Die 29-Jährige hat sich mit dem Balletttänzer und Choreografen ihres neuen Films, Benjamin Millepied, verlobt und erwartet von ihm ihr erstes Kind. Portmans Sprecher bestätigte am Montag einen entsprechenden Bericht von "People". Nähere Einzelheiten über die Hochzeit wurden nicht bekannt.



​
Das Paar lernte sich während der Dreharbeiten zu dem Thriller "Black Swan" kennen, in dem Portman eine Tänzerin spielt. Bis der Film in die deutschen Kinos kommt, müssen sich Natalie Portmans deutsche Fans noch ein wenig gedulden. Hier kommt „Black Swan“ erst am 3. Feburar 2011 in die Kinos.

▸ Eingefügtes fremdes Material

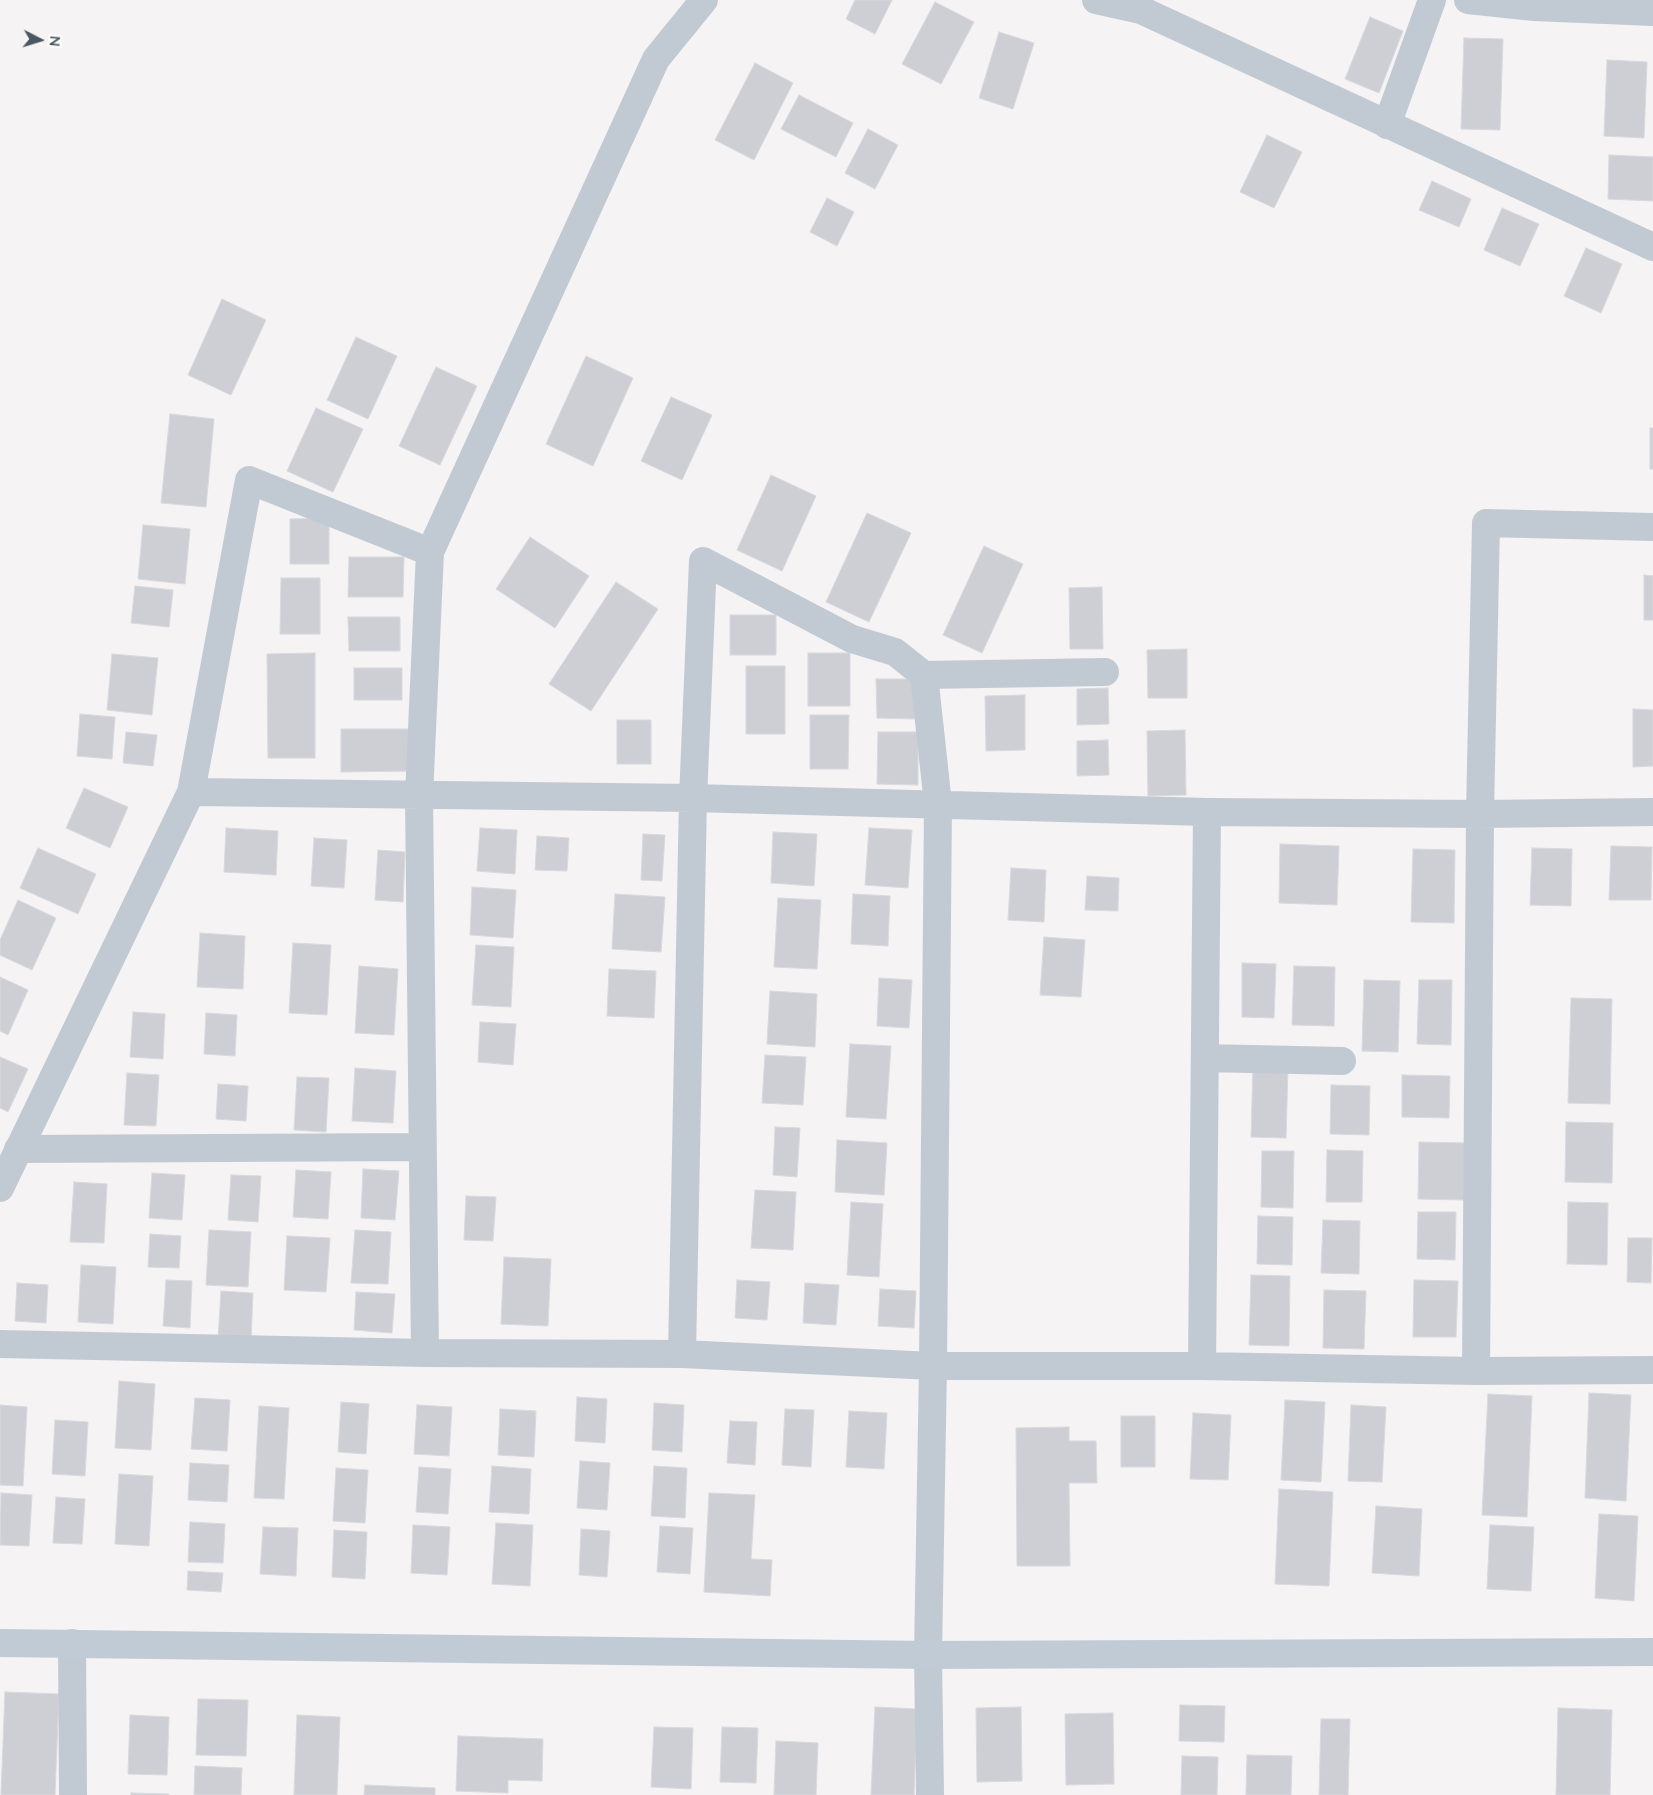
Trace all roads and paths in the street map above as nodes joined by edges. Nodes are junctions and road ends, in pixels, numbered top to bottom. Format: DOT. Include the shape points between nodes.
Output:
graph roads {
  1 [pos="704,0"];
  2 [pos="1096,0"];
  3 [pos="1432,0"];
  4 [pos="1468,0"];
  5 [pos="1653,12"];
  6 [pos="1387,125"];
  7 [pos="1653,247"];
  8 [pos="1653,527"];
  9 [pos="430,552"];
  10 [pos="1105,672"];
  11 [pos="924,675"];
  12 [pos="190,792"];
  13 [pos="419,796"];
  14 [pos="693,798"];
  15 [pos="938,804"];
  16 [pos="1207,812"];
  17 [pos="1653,812"];
  18 [pos="1480,814"];
  19 [pos="1205,1058"];
  20 [pos="1342,1061"];
  21 [pos="422,1147"];
  22 [pos="18,1149"];
  23 [pos="0,1188"];
  24 [pos="0,1344"];
  25 [pos="426,1353"];
  26 [pos="682,1354"];
  27 [pos="933,1366"];
  28 [pos="1202,1366"];
  29 [pos="1653,1370"];
  30 [pos="1476,1371"];
  31 [pos="0,1643"];
  32 [pos="72,1643"];
  33 [pos="1653,1652"];
  34 [pos="928,1655"];
  35 [pos="73,1795"];
  36 [pos="930,1795"];
  1 -- 9 [label="street" via="656,60"];
  2 -- 6 [label="street" via="1141,10"];
  3 -- 6 [label="street"];
  4 -- 5 [label="street" via="1534,7"];
  6 -- 7 [label="street"];
  8 -- 18 [label="street" via="1486,523"];
  9 -- 12 [label="street" via="249,480"];
  9 -- 13 [label="street"];
  10 -- 11 [label="street"];
  11 -- 14 [label="street" via="895,652 852,639 703,561"];
  11 -- 15 [label="street"];
  12 -- 13 [label="street"];
  12 -- 22 [label="street"];
  13 -- 14 [label="street"];
  13 -- 21 [label="street"];
  14 -- 15 [label="street"];
  14 -- 26 [label="street"];
  15 -- 16 [label="street"];
  15 -- 27 [label="street"];
  16 -- 18 [label="street"];
  16 -- 19 [label="street"];
  17 -- 18 [label="street"];
  18 -- 30 [label="street"];
  19 -- 20 [label="street"];
  19 -- 28 [label="street"];
  21 -- 22 [label="street"];
  21 -- 25 [label="street"];
  22 -- 23 [label="street"];
  24 -- 25 [label="street"];
  25 -- 26 [label="street"];
  26 -- 27 [label="street"];
  27 -- 28 [label="street"];
  27 -- 34 [label="street"];
  28 -- 30 [label="street"];
  29 -- 30 [label="street"];
  31 -- 32 [label="street"];
  32 -- 34 [label="street"];
  32 -- 35 [label="street"];
  33 -- 34 [label="street"];
  34 -- 36 [label="street"];
}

Die Fans der Schauspielerin können also aufatmen. Denn noch vor wenigen Monaten war die schöne Schauspielerin abgemagert auf dem roten Teppich erschienen. Beim Empfang der Zeitung „New York Times“ für Künstler und Filmschaffende fiel auf, dass die schlanke Natalie Portman noch dünner geworden war.

Die gerade Mal 1,60 Meter große Schauspielerin trug blickdichte schwarze Strumpfhosen, einen taillierten Blazer und darunter noch ein gelbes Chiffon-Kleidchen. Doch selbst dieser Lagen-Look konnte nicht darüber hinwegtäuschen, dass die Vegetarierin gerade zu ungesund mager aussah.

Damals mutmaßte man, der Gewichtsverlust hätte mit ihrer neuen Liebe zu tun. Steckte Portman etwa in einer unglücklichen Beziehung fest? Jetzt die Entwarnung: alles Unsinn. Das Paar ist frischverlobt und im Familienglück. Natalie Portmans nächste Rolle ist die der werdenden Mutter.*

Kurze Anmerkung von mir: Seit 2009 ist sie Veganerin - nur der Richtigkeit halber ...


----------



## Q (28 Dez. 2010)

Dann wünsche ich der schwebenden Natalie eine sanfte Landung  :thx:


----------



## Punisher (28 Dez. 2010)

nette Info


----------



## Mandalorianer (28 Dez. 2010)

*Das doch schön  Herzlichen Glückwunsch Natalie:thumbup::thumbup::thumbup:*


----------



## frank63 (28 Dez. 2010)

Da freut man sich doch glatt mit...


----------